(The task): Go through the lines below. Copy those with "paths".

(Supplied material):
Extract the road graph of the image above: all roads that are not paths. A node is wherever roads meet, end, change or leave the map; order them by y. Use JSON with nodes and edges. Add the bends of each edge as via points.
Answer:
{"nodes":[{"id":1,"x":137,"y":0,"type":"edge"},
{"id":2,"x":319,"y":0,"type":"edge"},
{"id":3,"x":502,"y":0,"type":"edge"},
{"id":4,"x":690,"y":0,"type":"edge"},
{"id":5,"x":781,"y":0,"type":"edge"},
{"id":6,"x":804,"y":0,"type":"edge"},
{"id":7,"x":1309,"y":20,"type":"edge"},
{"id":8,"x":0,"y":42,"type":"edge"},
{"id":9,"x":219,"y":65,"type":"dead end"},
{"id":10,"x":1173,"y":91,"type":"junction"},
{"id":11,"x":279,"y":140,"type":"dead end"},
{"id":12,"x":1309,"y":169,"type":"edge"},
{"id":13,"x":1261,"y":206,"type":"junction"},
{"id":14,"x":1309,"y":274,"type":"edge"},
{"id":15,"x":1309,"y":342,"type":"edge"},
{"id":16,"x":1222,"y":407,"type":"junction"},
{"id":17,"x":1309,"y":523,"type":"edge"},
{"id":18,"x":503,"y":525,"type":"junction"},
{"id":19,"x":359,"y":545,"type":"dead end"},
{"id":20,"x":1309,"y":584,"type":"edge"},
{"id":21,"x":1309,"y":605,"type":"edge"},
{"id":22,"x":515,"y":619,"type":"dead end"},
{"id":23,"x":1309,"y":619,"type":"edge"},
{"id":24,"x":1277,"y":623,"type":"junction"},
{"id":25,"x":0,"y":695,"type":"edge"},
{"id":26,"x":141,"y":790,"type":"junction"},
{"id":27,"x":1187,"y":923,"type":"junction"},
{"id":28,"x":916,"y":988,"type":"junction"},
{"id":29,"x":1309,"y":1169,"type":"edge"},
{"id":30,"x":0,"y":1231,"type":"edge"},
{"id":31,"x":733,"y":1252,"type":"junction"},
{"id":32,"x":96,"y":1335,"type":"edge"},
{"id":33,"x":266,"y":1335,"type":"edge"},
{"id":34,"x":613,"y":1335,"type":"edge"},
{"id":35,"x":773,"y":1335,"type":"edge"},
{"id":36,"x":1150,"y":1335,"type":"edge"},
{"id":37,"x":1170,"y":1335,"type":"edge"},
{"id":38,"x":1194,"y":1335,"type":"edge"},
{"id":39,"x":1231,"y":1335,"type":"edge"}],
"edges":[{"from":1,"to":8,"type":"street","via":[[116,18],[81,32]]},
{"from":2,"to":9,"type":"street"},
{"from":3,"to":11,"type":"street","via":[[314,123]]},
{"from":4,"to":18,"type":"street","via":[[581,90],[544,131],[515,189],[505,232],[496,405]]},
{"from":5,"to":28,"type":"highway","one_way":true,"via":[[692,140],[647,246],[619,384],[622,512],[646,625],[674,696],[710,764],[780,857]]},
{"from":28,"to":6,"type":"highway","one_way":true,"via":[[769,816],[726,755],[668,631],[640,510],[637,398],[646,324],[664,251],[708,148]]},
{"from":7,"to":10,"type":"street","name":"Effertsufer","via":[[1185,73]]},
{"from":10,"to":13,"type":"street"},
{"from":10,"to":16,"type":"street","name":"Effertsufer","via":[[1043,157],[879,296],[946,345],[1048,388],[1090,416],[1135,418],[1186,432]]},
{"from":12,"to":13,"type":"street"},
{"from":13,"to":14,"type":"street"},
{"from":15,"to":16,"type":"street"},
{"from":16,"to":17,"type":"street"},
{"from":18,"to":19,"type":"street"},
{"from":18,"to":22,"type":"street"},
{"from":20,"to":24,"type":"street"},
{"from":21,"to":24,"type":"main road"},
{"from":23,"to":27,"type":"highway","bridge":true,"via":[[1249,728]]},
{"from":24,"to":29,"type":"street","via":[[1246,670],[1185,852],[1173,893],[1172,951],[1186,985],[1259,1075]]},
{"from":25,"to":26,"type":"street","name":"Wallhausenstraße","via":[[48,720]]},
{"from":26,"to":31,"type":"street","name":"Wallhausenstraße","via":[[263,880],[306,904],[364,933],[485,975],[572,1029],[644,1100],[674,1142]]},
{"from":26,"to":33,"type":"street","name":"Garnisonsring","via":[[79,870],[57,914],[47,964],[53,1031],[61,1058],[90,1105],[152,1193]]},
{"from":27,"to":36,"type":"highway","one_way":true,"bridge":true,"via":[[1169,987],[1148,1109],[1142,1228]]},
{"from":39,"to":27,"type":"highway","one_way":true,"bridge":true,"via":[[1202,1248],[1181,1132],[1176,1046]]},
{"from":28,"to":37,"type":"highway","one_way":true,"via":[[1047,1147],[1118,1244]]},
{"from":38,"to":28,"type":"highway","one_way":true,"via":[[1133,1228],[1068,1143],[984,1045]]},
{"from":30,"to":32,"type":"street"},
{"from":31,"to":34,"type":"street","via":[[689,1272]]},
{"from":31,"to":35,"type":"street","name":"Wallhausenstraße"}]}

* * *

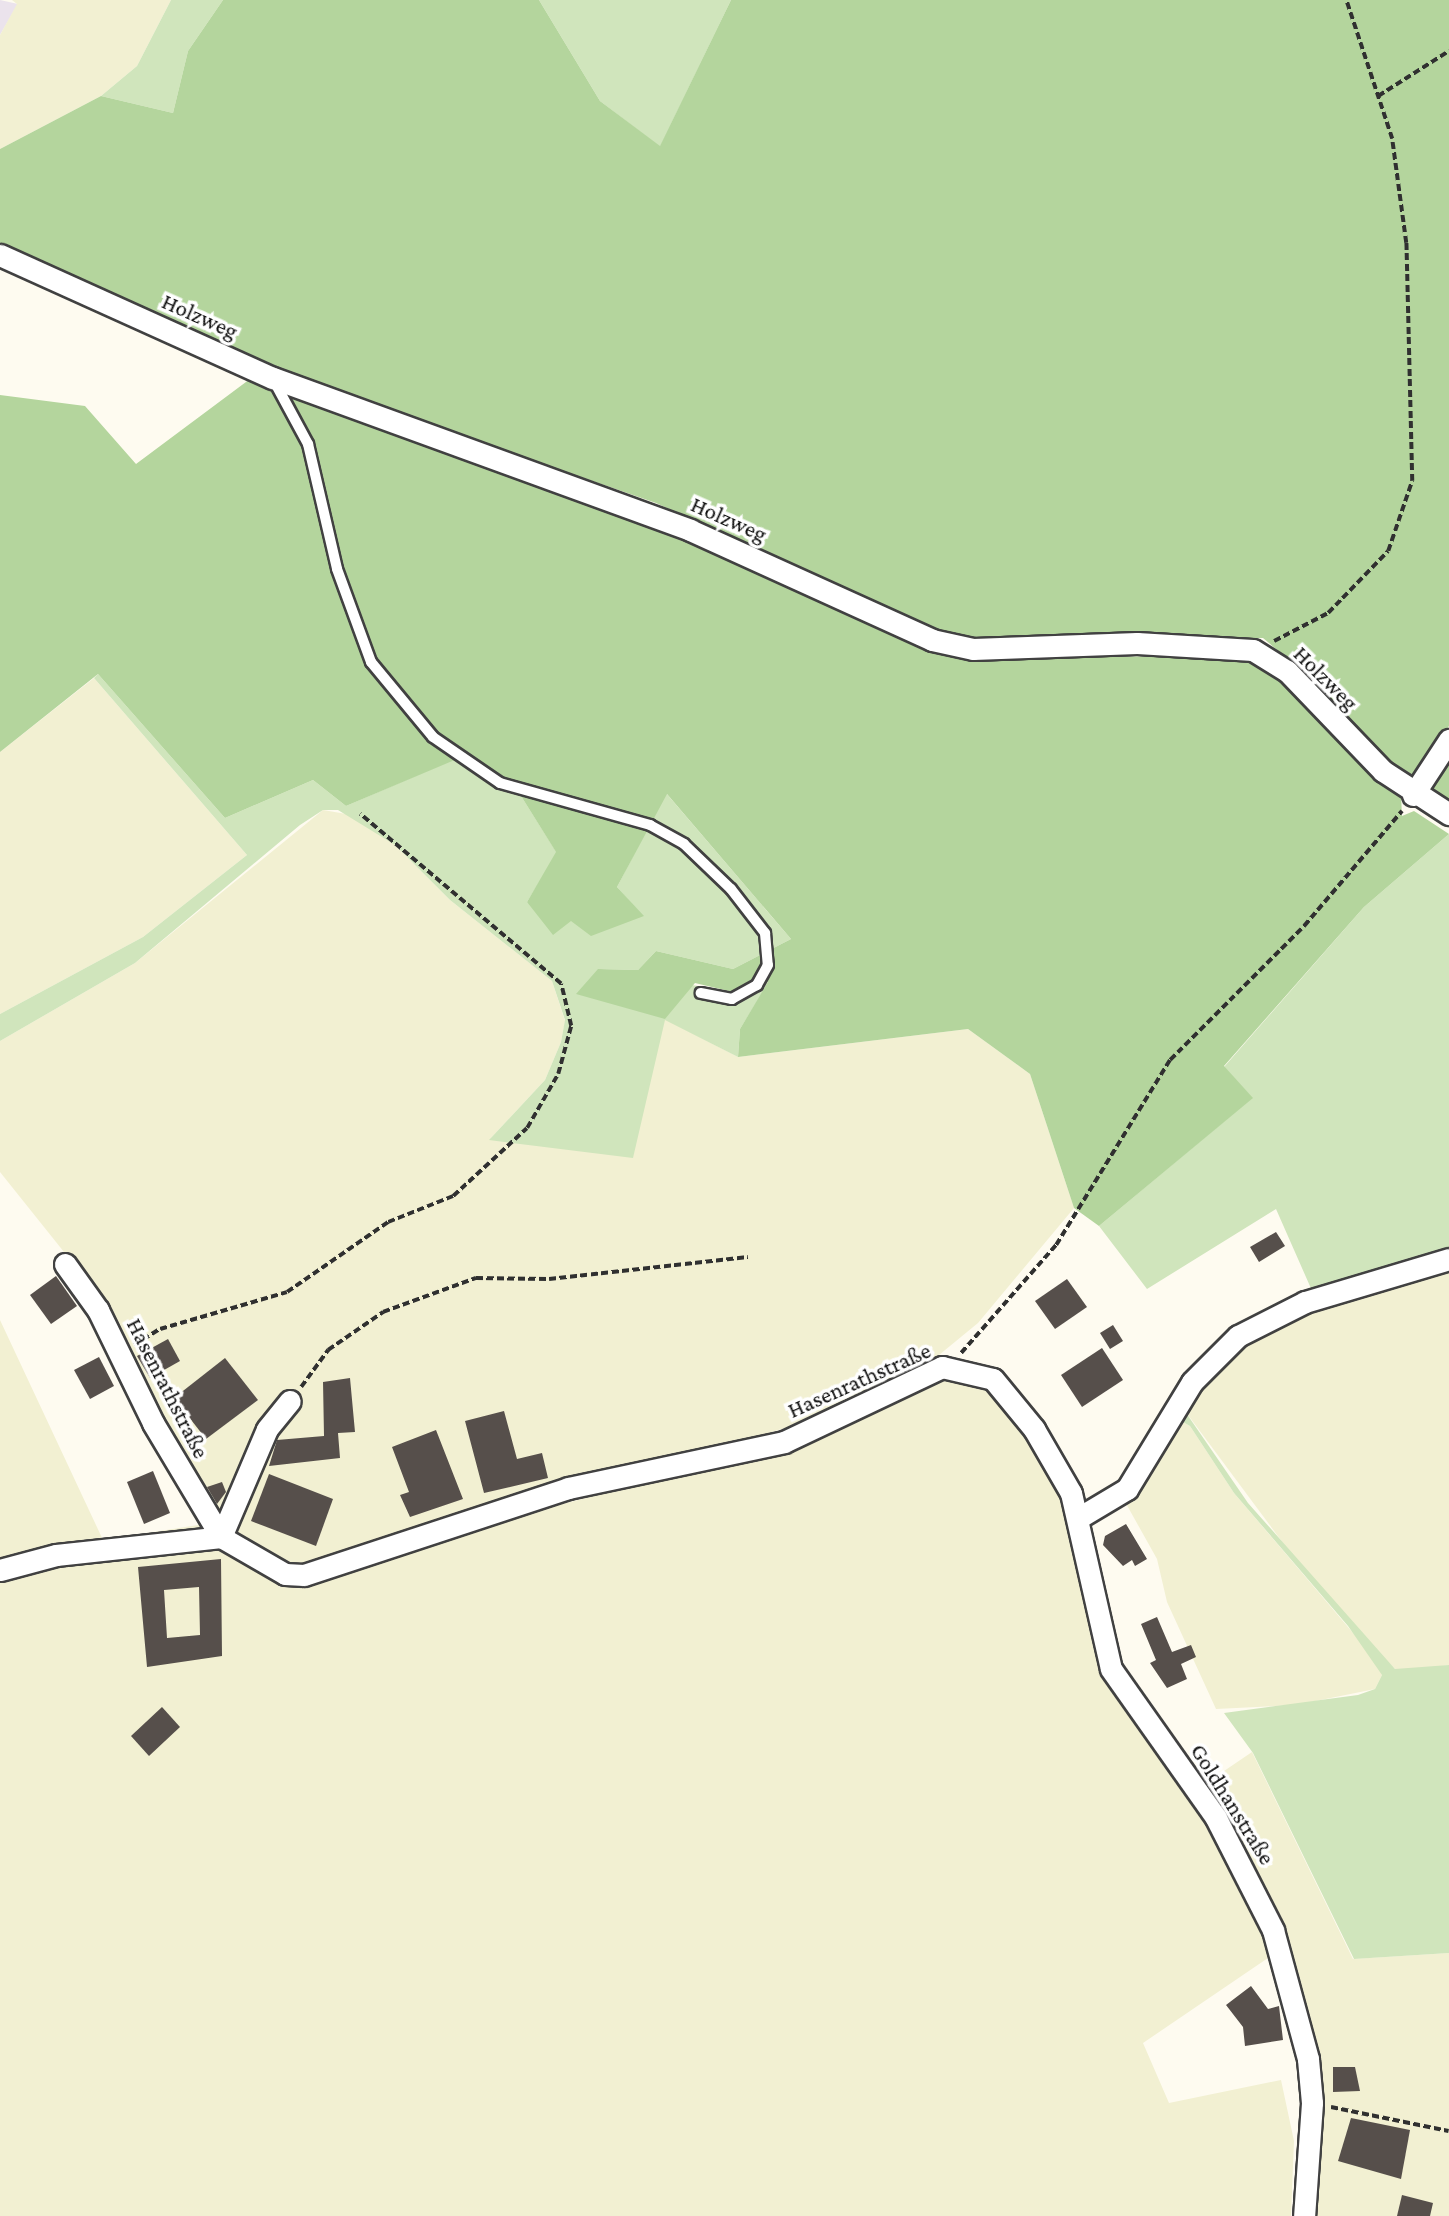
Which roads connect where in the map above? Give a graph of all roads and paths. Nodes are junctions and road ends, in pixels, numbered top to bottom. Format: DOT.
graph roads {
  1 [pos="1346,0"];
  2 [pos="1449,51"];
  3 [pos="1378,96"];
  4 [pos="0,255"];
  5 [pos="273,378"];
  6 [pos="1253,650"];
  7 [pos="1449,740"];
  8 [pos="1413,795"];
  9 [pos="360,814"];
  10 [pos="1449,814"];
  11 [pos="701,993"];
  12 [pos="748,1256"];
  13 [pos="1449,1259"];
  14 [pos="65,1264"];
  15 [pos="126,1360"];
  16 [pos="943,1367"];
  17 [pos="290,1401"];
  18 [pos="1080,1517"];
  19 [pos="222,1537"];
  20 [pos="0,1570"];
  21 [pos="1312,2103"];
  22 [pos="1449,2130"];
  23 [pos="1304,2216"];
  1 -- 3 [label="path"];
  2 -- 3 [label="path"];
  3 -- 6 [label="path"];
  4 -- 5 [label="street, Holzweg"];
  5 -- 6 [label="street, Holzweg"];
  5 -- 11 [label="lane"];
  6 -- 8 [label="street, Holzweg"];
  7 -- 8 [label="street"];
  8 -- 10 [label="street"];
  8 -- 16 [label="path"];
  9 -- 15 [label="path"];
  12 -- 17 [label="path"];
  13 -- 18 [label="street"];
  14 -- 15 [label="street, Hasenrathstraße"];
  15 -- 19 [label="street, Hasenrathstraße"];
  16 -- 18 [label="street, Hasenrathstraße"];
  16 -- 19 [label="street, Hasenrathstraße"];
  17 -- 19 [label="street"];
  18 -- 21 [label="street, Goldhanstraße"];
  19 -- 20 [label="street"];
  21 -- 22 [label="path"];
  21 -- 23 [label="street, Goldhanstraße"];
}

(Task answer):
Extract the road graph of the image above: all roads that are not paths. A node is wherever roads meet, end, change or leave the map; order them by y. Use JSON with nodes and edges. Add the bends of each edge as via points.
Which roads connect where in the map above? Give a graph of all roads and paths. Nodes are junctions and road ends, in pixels, numbered top to bottom. Format: DOT.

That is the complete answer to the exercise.